Whatever it is, wherever this new longing came from, I’m finding it extraordinarily hard to fight. Why? Because, in case you haven’t noticed, there’s real-estate porn everywhere out here. It’s at the check-out at the grocery store. It’s beside the door at your coffee place. Unmarked vans leave it in your driveway. It’s in full view outside of various offices on Main Street for crying out loud! I’m talking about those real estate catalogues. Glossy, weighty, substantial to the touch, they are full of half-page, even full-page (“price upon request”) ads – every single one, literally, a money shot. Traditionals, capes, cottages, villas, moderns, modernes, postmoderns, Victorians and, every once in a while, an entire, gob-smacking, jaw-dropping Compound. They are “coveted”, “charming”, “classic”, “sleek”, “prestigious”, “immaculate” and, yes, “significant”. These listings are hard to avoid and impossible to put down. I’m doing my best. But it’s not like I can walk or drive around with a blindfold on. And so I have narrowed it down to the following:

First, the sweet, elongated cape-cod style cottage sitting on a corner lot in the middle of town. It’s seen better days (um, check). It’s faded, pale grey-green shingles look like they could use a little paint, but the white picket fence and gate are in good shape. There are three chimneys, and window panes galore. And then there are the roses – pink and red, clambering everywhere, hanging haphazardly up and over everything. If I lived in this house, I would work at the library and travel there and back every day on my bicycle, the one with the basket in front. On the weekends I would wear overalls and take care of my roses and my prodigious vegetable garden. I always end up with way too much zucchini. I am slightly famous for my delicious homemade scones and jam and I own a white, blue-eyed cat named Obi-Wan.

Or, there’s the gorgeous, 3-story century-old stone house with leaded windows and wide, dark wooden floors that remind me of England and smell like a time before electricity. If I lived in this house, I would have four children, all tow-headed blondes like their father.

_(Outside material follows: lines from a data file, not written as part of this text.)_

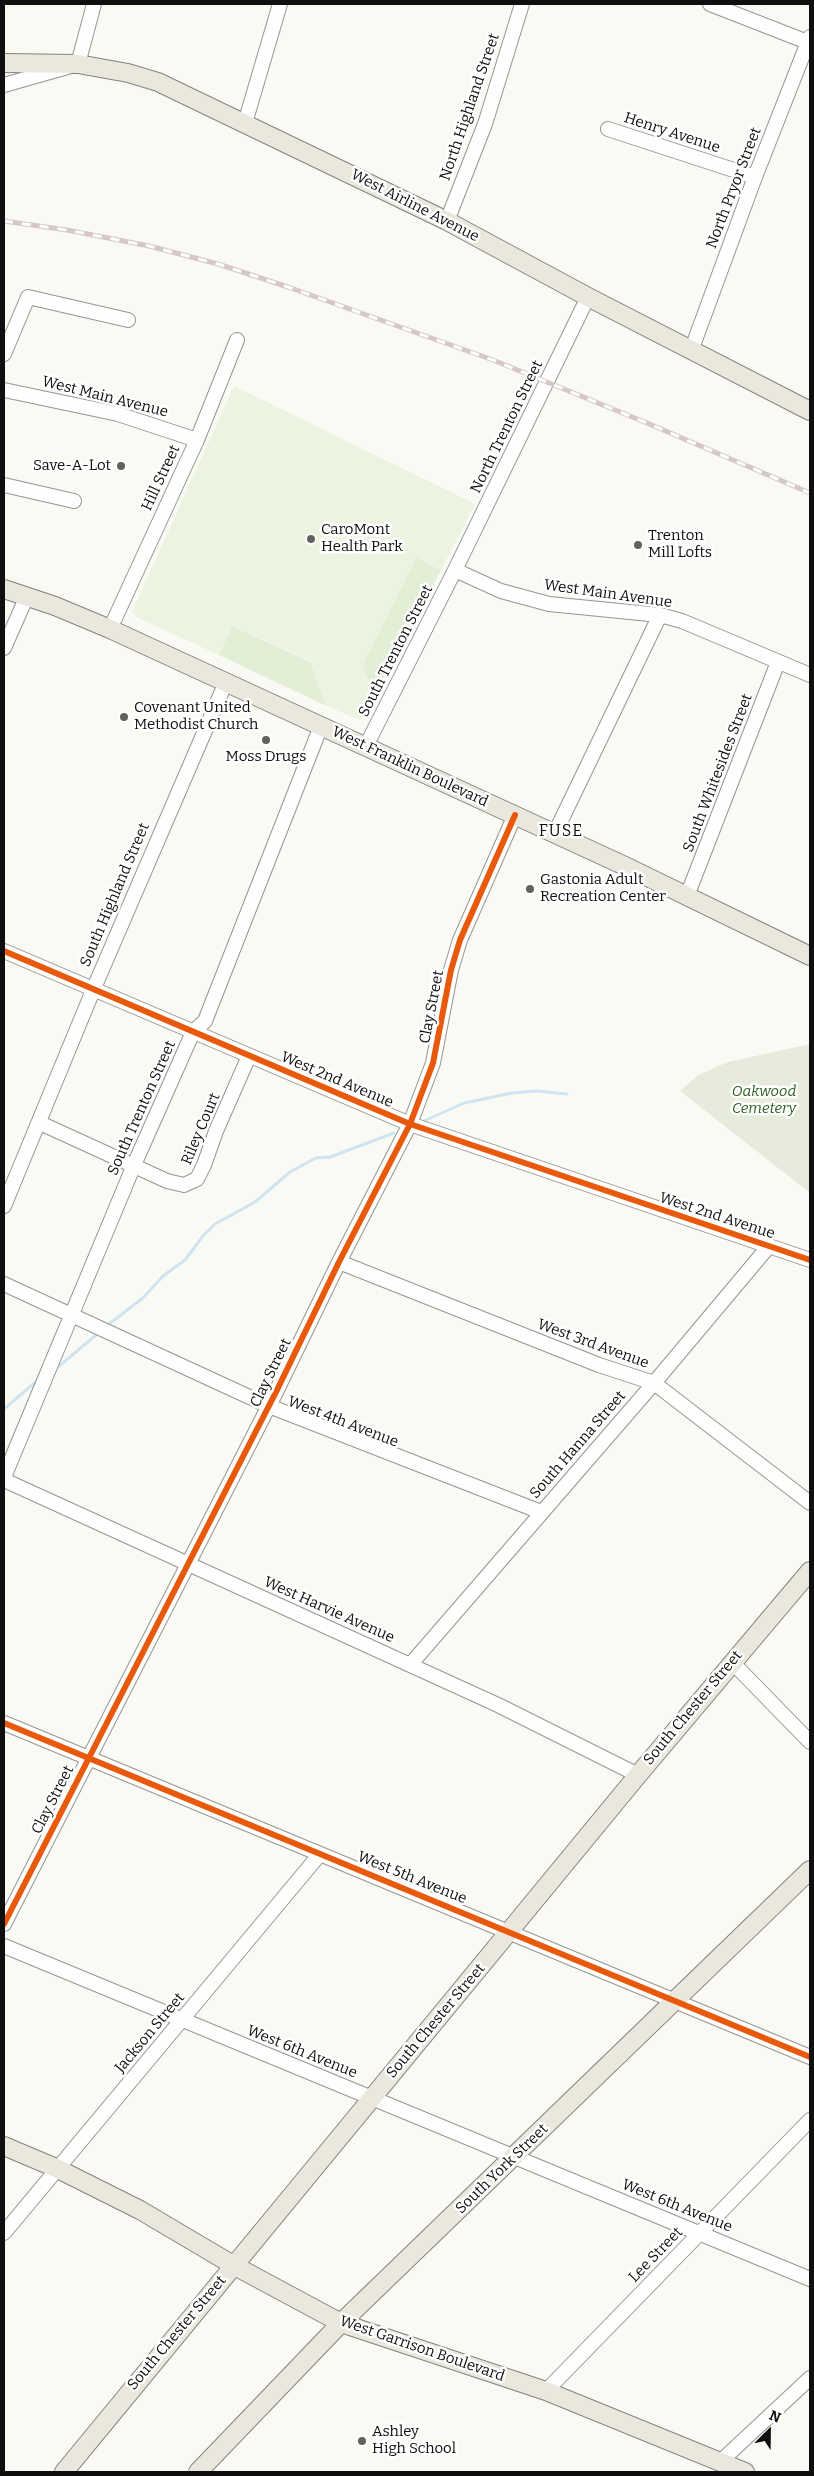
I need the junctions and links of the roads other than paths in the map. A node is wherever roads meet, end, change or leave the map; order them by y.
1 (94, 4) edge
2 (280, 4) edge
3 (522, 4) edge
4 (710, 4) edge
5 (810, 41) edge
6 (4, 63) edge
7 (78, 64) junction
8 (4, 85) edge
9 (245, 123) junction
10 (608, 130) dead end
11 (755, 177) junction
12 (447, 221) junction
13 (588, 297) junction
14 (128, 320) dead end
15 (237, 340) dead end
16 (691, 351) junction
17 (4, 354) edge
18 (4, 390) edge
19 (810, 411) edge
20 (197, 440) junction
21 (4, 484) edge
22 (74, 500) dead end
23 (455, 570) junction
24 (4, 589) edge
25 (26, 596) junction
26 (660, 615) junction
27 (110, 629) junction
28 (4, 648) edge
29 (778, 662) junction
30 (810, 675) edge
31 (226, 682) junction
32 (321, 726) junction
33 (366, 746) junction
34 (515, 815) junction
35 (555, 834) junction
36 (687, 896) junction
37 (4, 951) edge
38 (810, 956) edge
39 (94, 988) junction
40 (193, 1032) junction
41 (249, 1056) junction
42 (40, 1123) junction
43 (410, 1124) junction
44 (134, 1165) junction
45 (4, 1206) edge
46 (768, 1246) junction
47 (810, 1260) edge
48 (339, 1262) junction
49 (4, 1284) edge
50 (72, 1316) junction
51 (654, 1383) junction
52 (269, 1406) junction
53 (4, 1478) edge
54 (810, 1503) edge
55 (541, 1512) junction
56 (188, 1564) junction
57 (810, 1571) edge
58 (732, 1662) junction
59 (410, 1665) junction
60 (4, 1723) edge
61 (810, 1742) edge
62 (89, 1758) junction
63 (638, 1775) junction
64 (320, 1854) junction
65 (810, 1870) edge
66 (4, 1924) edge
67 (510, 1932) junction
68 (4, 1946) edge
69 (676, 2001) junction
70 (182, 2020) junction
71 (810, 2057) edge
72 (372, 2098) junction
73 (810, 2120) edge
74 (4, 2146) edge
75 (515, 2157) junction
76 (56, 2168) junction
77 (4, 2233) edge
78 (700, 2234) junction
79 (233, 2265) junction
80 (810, 2279) edge
81 (341, 2323) junction
82 (810, 2378) edge
83 (546, 2391) junction
84 (720, 2462) junction
85 (64, 2472) edge
86 (198, 2472) edge
87 (745, 2472) edge

1 - 7 street
2 - 9 street
3 - 12 street, North Highland Street
4 - 5 street
5 - 11 street, North Pryor Street
6 - 7 main road
7 - 8 street, West Airline Avenue
7 - 9 main road, West Airline Avenue
9 - 12 main road, West Airline Avenue
10 - 11 street, Henry Avenue
11 - 16 street, North Pryor Street
12 - 13 main road, West Airline Avenue
13 - 16 main road, West Airline Avenue
13 - 23 street, North Trenton Street
14 - 17 street
15 - 20 street, Hill Street
16 - 19 main road, West Airline Avenue
18 - 20 street, West Main Avenue
20 - 27 street, Hill Street
21 - 22 street
23 - 26 street, West Main Avenue
23 - 33 street, South Trenton Street
24 - 25 main road, West Franklin Boulevard
25 - 27 main road, West Franklin Boulevard
25 - 28 street
26 - 29 street, West Main Avenue
26 - 35 street
27 - 31 main road, West Franklin Boulevard
29 - 30 street, West Main Avenue
29 - 36 street, South Whitesides Street
31 - 32 main road, West Franklin Boulevard
31 - 39 street, South Highland Street
32 - 33 main road, West Franklin Boulevard
32 - 40 street, South Trenton Street
33 - 34 main road, West Franklin Boulevard
34 - 35 main road, West Franklin Boulevard
34 - 43 street, Clay Street
35 - 36 main road, West Franklin Boulevard
36 - 38 main road, West Franklin Boulevard
37 - 39 street, West 2nd Avenue
39 - 40 street, West 2nd Avenue
39 - 42 street, South Highland Street
40 - 41 street, West 2nd Avenue
40 - 44 street, South Trenton Street
41 - 43 street, West 2nd Avenue
41 - 44 street, Riley Court
42 - 44 street
42 - 45 street, South Highland Street
43 - 46 street, West 2nd Avenue
43 - 48 street, Clay Street
44 - 50 street, South Trenton Street
46 - 47 street, West 2nd Avenue
46 - 51 street, South Hanna Street
48 - 51 street, West 3rd Avenue
48 - 52 street, Clay Street
49 - 50 street, West 4th Avenue
50 - 52 street, West 4th Avenue
50 - 53 street, South Trenton Street
51 - 54 street, West 3rd Avenue
51 - 55 street, South Hanna Street
52 - 55 street, West 4th Avenue
52 - 56 street, Clay Street
53 - 56 street, West Harvie Avenue
55 - 59 street, South Hanna Street
56 - 59 street, West Harvie Avenue
56 - 62 street, Clay Street
57 - 58 main road, South Chester Street
58 - 61 street
58 - 63 main road, South Chester Street
59 - 63 street, West Harvie Avenue
60 - 62 street, West 5th Avenue
62 - 64 street, West 5th Avenue
62 - 66 street, Clay Street
63 - 67 main road, South Chester Street
64 - 67 street, West 5th Avenue
64 - 70 street, Jackson Street
65 - 69 main road, South York Street
67 - 69 street, West 5th Avenue
67 - 72 main road, South Chester Street
68 - 70 street, West 6th Avenue
69 - 71 street, West 5th Avenue
69 - 75 main road, South York Street
70 - 72 street, West 6th Avenue
70 - 76 street, Jackson Street
72 - 75 street, West 6th Avenue
72 - 79 main road, South Chester Street
73 - 78 street, Lee Street
74 - 76 main road, West Garrison Boulevard
75 - 78 street, West 6th Avenue
75 - 81 main road, South York Street
76 - 77 street, Jackson Street
76 - 79 main road, West Garrison Boulevard
78 - 80 street, West 6th Avenue
78 - 83 street, Lee Street
79 - 81 main road, West Garrison Boulevard
79 - 85 main road, South Chester Street
81 - 83 main road, West Garrison Boulevard
81 - 86 main road, South York Street
82 - 84 street
83 - 84 main road, West Garrison Boulevard
84 - 87 main road, West Garrison Boulevard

We would finger-paint and hold a competition every year for who could grow the tallest sunflower. We would ice-skate on our pond in the winter, and I would spend the entire summer wearing white, vintage shifts and exquisitely crafted, flat sandals – because in this house, somehow, I would be taller. We would own a pair of labs named Shake and Speare.

And, finally, I can’t forget about the modern on the beach. A symphony of cuboids, all cream-colored stone slabs and glass for miles. There are multiple decks/balconies with lounges fit for kings. This one is old news. I have been looking at and lusting after this house for many years during my regular walks on the beach. I have never seen a single person in it or anywhere near it. Although at this point, the only person who would be acceptable would be Beyonce. Or possibly Michael Bay. In keeping with that tradition of anonymity, if I lived here I think I would have no choice other than to be a vampire. And at night the beach, bathed in moonlight and the light of a thousand stars, would be my playground. I would be famous for my parties and my pale skin. I would wear only black, of course. And only slightly ridiculous stilettos. And in the wee small hours of the morning I would feed – perhaps on the “friends” I had invited to stay in my pool house, which is almost an exact mini-me replica of the main house. Fortunately for the local inhabitants, I’m also able to survive on a few select vintages of Chateau Margaux. My only companion? My albino raven named Faustine.

Ok, ok, so maybe the blindfold isn’t such a crazy idea after all. But it’s time to go home anyway. Home sweet, tiny, apartment-home where I am me.